Ah – everybody was trying to find a path all the time:




Something about reverse inference

Often, when we run process tracing studies (e.g., eye-tracking, mouse-tracking, thinking-aloud) we talk about cognitive processes (things we can’t observe) in a way that they are actually and directly observable. This is pretty weird – which becomes obvious when looking at the data from the paper below. In this paper we simply instruct participants to follow a strategy when making choices between risky gamble problems. Taking the example of fixation duration we see that there is surprisingly litte difference between calculating an expected value, using a heuristic (priority heuristic) and just making decisions without instructions (no instruction) … maybe we should rethink our mapping of observation to cognitive processes a bit?

Here is the paper:

Schulte-Mecklenbeck, M., Kühberger, A., Gagl, S., & Hutzler, F. (in press). Inducing thought processes: Bringing process measures and cognitive processes closer together. Journal of Behavioral Decision Making. [ PDF ]

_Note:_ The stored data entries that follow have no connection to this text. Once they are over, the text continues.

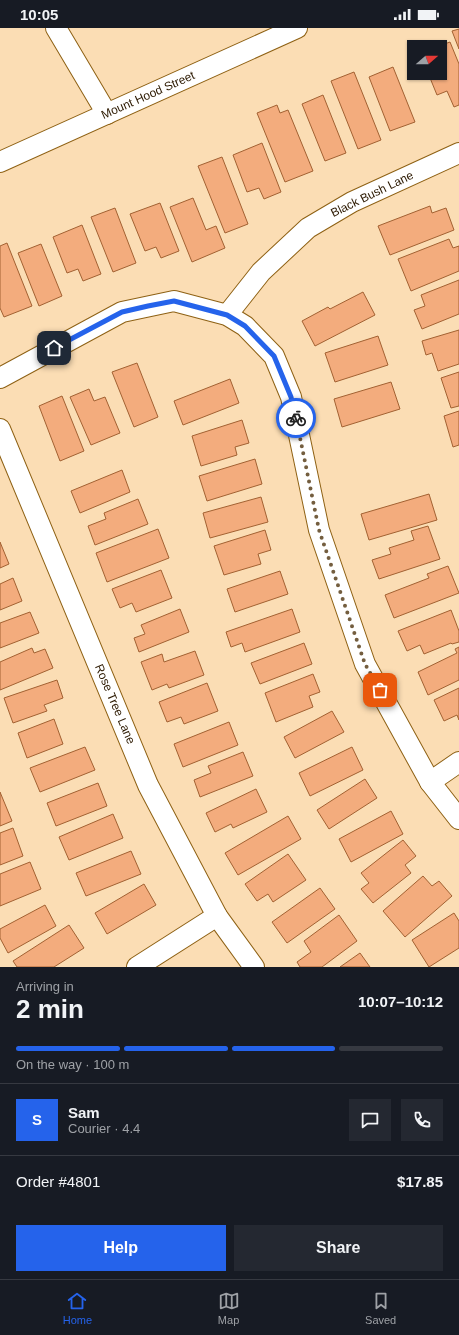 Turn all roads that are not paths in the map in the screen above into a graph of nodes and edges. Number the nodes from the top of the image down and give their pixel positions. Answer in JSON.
{"nodes":[{"id":1,"x":56,"y":28,"type":"edge"},
{"id":2,"x":297,"y":28,"type":"edge"},
{"id":3,"x":107,"y":114,"type":"junction"},
{"id":4,"x":459,"y":153,"type":"edge"},
{"id":5,"x":0,"y":162,"type":"edge"},
{"id":6,"x":227,"y":315,"type":"junction"},
{"id":7,"x":0,"y":378,"type":"edge"},
{"id":8,"x":0,"y":429,"type":"edge"},
{"id":9,"x":459,"y":762,"type":"edge"},
{"id":10,"x":430,"y":782,"type":"junction"},
{"id":11,"x":459,"y":819,"type":"edge"},
{"id":12,"x":217,"y":916,"type":"junction"},
{"id":13,"x":137,"y":967,"type":"edge"},
{"id":14,"x":254,"y":967,"type":"edge"}],
"edges":[{"from":1,"to":3,"type":"street"},
{"from":2,"to":3,"type":"street","name":"Mount Hood Street"},
{"from":3,"to":5,"type":"street","name":"Mount Hood Street"},
{"from":4,"to":6,"type":"street","name":"Black Bush Lane"},
{"from":6,"to":7,"type":"street"},
{"from":6,"to":10,"type":"street"},
{"from":8,"to":12,"type":"street","name":"Rose Tree Lane"},
{"from":9,"to":10,"type":"street"},
{"from":10,"to":11,"type":"street"},
{"from":12,"to":13,"type":"street"},
{"from":12,"to":14,"type":"street","name":"Rose Tree Lane"}]}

The challenge in inferring cognitive processes from observational data is to correctly align overt behavior with its covert cognitive process. To improve our understanding of the overt–covert mapping in the domain of decision making, we collected eye-movement data during decisions between gamble-problems. Participants were either free to choose or instructed to use a specific choice strategy (maximizing expected value or a choice heuristic). We found large differences in looking patterns between free and instructed choices. Looking patterns provided no support for the common assumption that attention is equally distributed between outcomes and probabilities, even when participants were instructed to maximize expected value. Eye-movement data are to some extent ambiguous with respect to underlying cognitive processes.

Eye-Tracking with N > 1

This is one of the fastest papers I have ever written. It was a great collaboration with Tomás Lejarraga from the Universitat de les Illes Balears. Why was it great? Because it is one of the rare cases (at least in my academic life) where all people involved in a project contribute equally and quickly. Often, the weight of a contribution lies with one person which slows down things – with Tomás this was different – we were often sitting in front of a computer writing together (have never done this before, thought it would not work). Surprisingly this collaborative writing worked out very well and we had the skeleton of the paper within an afternoon. This was followed by many hours of tuning and tacking turns – but in principle we wrote the most important parts together – which was pretty cool.

Even cooler – you can do eye-tracking in groups, using our code.

Here is the [PDF] and abstract:

The recent introduction of inexpensive eye-trackers has opened up a wealth of opportunities for researchers to study attention in interactive tasks. No software package was previously available to help researchers exploit those opportunities. We created “the pyeTribe”, a software package that offers, among others, the following features: First, a communication platform between many eye-trackers to allow simultaneous recording of multiple participants. Second, the simultaneous calibration of multiple eye-trackers without the experimenter’s supervision. Third, data collection restricted to periods of interest, thus reducing the volume of data and easing analysis. We used a standard economic game (the public goods game) to examine data quality and demonstrate the potential of our software package. Moreover, we conducted a modeling analysis, which illustrates how combining process and behavioral data can improve models of human decision making behavior in social situations. Our software is open source and can thus be used and improved by others.